◆ Work required ◆
In the records that follow, how many lines contain the word "graph"? Give only that figure.

◆ Input records ◆

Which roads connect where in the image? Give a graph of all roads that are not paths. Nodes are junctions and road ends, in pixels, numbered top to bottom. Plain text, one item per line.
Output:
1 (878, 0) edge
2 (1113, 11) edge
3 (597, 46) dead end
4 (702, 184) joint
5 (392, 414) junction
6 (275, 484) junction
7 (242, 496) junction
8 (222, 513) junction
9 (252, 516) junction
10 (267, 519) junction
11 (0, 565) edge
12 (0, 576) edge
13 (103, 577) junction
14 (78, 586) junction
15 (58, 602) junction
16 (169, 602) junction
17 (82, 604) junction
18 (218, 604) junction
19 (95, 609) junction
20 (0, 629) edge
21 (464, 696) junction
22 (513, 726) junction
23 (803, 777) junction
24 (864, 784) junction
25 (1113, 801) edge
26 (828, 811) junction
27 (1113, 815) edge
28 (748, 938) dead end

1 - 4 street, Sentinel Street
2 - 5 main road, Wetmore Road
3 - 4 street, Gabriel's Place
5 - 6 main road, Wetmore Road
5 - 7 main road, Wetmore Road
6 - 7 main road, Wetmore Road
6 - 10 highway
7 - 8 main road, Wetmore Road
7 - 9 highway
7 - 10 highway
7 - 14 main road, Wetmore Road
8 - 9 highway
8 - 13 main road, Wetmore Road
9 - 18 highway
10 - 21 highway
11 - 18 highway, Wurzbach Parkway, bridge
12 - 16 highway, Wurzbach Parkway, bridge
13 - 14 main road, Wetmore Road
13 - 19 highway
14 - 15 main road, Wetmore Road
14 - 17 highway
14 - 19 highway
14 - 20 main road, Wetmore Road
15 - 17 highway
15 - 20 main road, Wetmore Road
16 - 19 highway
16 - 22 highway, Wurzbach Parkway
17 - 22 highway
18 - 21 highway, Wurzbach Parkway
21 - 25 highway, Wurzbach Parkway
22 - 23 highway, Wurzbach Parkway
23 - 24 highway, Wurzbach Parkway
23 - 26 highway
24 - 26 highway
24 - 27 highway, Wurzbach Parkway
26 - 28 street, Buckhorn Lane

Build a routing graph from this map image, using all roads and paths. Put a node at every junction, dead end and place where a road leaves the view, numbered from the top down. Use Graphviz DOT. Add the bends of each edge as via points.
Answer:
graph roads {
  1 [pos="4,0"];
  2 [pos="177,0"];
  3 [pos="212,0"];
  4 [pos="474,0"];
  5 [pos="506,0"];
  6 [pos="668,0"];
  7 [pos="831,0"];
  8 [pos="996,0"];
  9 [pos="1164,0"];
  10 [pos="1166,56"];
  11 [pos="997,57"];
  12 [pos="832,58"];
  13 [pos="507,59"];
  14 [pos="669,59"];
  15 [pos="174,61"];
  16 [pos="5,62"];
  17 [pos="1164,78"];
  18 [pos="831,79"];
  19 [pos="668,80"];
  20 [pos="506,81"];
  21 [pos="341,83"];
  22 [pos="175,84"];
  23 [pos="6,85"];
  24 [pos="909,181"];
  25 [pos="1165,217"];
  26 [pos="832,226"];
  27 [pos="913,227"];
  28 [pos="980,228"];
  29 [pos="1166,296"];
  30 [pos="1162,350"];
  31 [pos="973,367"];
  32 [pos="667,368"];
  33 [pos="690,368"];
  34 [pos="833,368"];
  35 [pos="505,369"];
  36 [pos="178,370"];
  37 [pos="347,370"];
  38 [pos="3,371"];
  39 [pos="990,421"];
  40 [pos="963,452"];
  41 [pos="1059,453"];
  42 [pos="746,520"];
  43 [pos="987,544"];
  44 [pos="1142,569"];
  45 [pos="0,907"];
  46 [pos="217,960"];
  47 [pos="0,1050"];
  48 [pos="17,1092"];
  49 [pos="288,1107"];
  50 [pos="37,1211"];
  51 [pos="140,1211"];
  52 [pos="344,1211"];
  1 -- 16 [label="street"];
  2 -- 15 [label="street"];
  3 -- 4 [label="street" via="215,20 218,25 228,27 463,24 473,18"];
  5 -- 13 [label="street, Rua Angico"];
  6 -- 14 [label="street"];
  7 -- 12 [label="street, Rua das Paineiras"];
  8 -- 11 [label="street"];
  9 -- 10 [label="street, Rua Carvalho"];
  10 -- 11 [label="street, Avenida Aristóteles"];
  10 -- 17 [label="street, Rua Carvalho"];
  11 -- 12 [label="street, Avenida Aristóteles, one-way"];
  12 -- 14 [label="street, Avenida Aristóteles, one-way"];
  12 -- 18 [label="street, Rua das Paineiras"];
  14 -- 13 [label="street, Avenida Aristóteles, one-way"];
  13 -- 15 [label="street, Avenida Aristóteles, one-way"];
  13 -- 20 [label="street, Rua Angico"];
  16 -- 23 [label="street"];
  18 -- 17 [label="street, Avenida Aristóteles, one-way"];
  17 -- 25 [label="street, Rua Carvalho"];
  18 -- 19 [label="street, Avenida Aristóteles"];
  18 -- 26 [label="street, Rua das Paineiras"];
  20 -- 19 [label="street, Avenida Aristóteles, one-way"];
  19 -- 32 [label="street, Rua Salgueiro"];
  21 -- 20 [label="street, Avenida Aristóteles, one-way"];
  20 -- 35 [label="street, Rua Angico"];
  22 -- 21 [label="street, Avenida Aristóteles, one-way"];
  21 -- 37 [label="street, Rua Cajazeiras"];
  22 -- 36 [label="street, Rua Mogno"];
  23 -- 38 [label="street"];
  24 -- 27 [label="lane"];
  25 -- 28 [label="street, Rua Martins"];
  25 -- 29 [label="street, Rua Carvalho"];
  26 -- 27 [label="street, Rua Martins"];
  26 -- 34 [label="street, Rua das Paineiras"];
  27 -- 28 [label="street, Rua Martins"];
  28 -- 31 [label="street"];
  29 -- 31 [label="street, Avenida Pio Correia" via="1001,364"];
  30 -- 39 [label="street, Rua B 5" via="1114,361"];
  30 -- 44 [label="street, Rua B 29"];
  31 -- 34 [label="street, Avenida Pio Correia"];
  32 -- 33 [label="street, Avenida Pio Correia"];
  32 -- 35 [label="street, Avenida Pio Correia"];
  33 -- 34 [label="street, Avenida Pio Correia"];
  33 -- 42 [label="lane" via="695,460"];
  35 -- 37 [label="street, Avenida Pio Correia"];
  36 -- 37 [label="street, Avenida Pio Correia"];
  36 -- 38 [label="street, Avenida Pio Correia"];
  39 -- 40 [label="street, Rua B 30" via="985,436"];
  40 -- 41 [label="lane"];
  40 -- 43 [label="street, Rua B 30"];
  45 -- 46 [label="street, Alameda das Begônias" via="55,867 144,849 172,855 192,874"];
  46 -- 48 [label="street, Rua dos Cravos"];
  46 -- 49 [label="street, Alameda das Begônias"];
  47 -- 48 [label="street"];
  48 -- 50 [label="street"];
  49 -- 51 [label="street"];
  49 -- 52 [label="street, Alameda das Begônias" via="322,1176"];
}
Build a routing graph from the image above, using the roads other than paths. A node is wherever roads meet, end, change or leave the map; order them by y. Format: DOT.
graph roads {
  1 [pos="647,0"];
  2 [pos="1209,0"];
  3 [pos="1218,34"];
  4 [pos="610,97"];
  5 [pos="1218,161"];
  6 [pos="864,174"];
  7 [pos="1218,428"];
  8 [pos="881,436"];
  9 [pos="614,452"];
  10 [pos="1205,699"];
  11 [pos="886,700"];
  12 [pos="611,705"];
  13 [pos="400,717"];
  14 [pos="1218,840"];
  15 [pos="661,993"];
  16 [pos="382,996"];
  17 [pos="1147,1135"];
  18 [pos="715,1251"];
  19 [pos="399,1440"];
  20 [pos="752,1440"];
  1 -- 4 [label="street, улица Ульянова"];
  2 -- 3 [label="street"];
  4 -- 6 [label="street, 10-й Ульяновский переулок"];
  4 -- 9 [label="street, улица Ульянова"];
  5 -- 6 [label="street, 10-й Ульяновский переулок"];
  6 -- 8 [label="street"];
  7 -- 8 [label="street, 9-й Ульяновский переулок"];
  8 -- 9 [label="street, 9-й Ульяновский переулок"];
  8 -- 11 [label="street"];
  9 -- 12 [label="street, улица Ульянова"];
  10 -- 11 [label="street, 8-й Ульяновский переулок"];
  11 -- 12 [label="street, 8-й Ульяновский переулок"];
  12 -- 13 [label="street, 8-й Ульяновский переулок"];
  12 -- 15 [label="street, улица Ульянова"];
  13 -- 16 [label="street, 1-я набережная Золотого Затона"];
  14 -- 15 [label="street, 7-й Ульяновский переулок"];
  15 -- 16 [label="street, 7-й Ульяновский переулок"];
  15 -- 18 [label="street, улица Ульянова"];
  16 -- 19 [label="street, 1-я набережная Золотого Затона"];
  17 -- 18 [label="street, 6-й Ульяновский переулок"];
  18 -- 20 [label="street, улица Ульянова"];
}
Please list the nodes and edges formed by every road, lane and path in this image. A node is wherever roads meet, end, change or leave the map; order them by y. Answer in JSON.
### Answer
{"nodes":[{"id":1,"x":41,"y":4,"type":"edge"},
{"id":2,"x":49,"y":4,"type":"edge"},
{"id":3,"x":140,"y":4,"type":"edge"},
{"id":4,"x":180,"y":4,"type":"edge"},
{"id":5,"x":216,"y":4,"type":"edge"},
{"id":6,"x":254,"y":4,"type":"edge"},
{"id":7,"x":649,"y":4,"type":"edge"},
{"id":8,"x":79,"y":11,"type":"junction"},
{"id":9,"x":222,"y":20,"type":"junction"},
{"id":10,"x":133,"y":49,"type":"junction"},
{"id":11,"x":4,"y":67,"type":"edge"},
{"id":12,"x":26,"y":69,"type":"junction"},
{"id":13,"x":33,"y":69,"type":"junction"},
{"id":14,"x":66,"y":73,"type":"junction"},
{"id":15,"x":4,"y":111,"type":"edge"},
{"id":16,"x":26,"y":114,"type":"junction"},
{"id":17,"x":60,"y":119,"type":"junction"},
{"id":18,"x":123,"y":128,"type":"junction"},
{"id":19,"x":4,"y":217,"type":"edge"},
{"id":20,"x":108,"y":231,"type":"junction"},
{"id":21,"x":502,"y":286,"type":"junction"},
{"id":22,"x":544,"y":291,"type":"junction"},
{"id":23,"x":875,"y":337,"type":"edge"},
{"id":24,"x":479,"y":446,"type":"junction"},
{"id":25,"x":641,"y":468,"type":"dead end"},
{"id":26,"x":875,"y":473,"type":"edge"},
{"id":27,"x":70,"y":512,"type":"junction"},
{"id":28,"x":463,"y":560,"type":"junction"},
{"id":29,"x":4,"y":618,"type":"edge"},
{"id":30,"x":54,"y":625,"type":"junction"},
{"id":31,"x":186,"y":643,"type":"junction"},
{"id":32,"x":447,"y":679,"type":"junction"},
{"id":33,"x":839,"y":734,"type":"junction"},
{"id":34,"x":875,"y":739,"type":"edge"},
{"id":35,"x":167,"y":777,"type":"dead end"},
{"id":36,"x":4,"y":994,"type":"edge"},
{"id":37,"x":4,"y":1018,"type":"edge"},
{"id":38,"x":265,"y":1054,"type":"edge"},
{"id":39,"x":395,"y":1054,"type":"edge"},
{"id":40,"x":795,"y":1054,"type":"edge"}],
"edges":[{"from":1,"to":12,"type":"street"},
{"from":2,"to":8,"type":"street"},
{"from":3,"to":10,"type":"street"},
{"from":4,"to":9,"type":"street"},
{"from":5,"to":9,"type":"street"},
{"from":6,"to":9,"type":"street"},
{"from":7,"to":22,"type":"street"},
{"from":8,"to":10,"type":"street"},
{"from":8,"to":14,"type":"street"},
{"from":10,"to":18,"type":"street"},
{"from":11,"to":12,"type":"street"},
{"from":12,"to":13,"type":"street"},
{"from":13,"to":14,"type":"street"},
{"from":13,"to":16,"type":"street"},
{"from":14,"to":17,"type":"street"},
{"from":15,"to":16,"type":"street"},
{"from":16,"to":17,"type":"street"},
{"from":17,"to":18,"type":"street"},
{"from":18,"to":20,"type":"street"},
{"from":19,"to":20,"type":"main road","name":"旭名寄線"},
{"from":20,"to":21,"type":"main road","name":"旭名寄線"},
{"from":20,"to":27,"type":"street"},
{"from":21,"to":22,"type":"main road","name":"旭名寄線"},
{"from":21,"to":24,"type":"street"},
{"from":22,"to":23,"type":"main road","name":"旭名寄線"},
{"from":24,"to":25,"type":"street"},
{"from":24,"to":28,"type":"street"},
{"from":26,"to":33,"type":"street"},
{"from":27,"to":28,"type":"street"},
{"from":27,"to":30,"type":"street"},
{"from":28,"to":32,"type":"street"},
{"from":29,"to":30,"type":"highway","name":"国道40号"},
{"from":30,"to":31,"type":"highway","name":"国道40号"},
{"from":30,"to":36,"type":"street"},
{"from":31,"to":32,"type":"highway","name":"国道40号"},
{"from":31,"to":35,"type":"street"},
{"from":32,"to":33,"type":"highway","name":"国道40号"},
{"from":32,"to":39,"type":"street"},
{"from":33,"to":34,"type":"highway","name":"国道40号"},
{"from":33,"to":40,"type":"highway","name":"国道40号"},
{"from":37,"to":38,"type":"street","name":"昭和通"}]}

◆ The answer ◆
5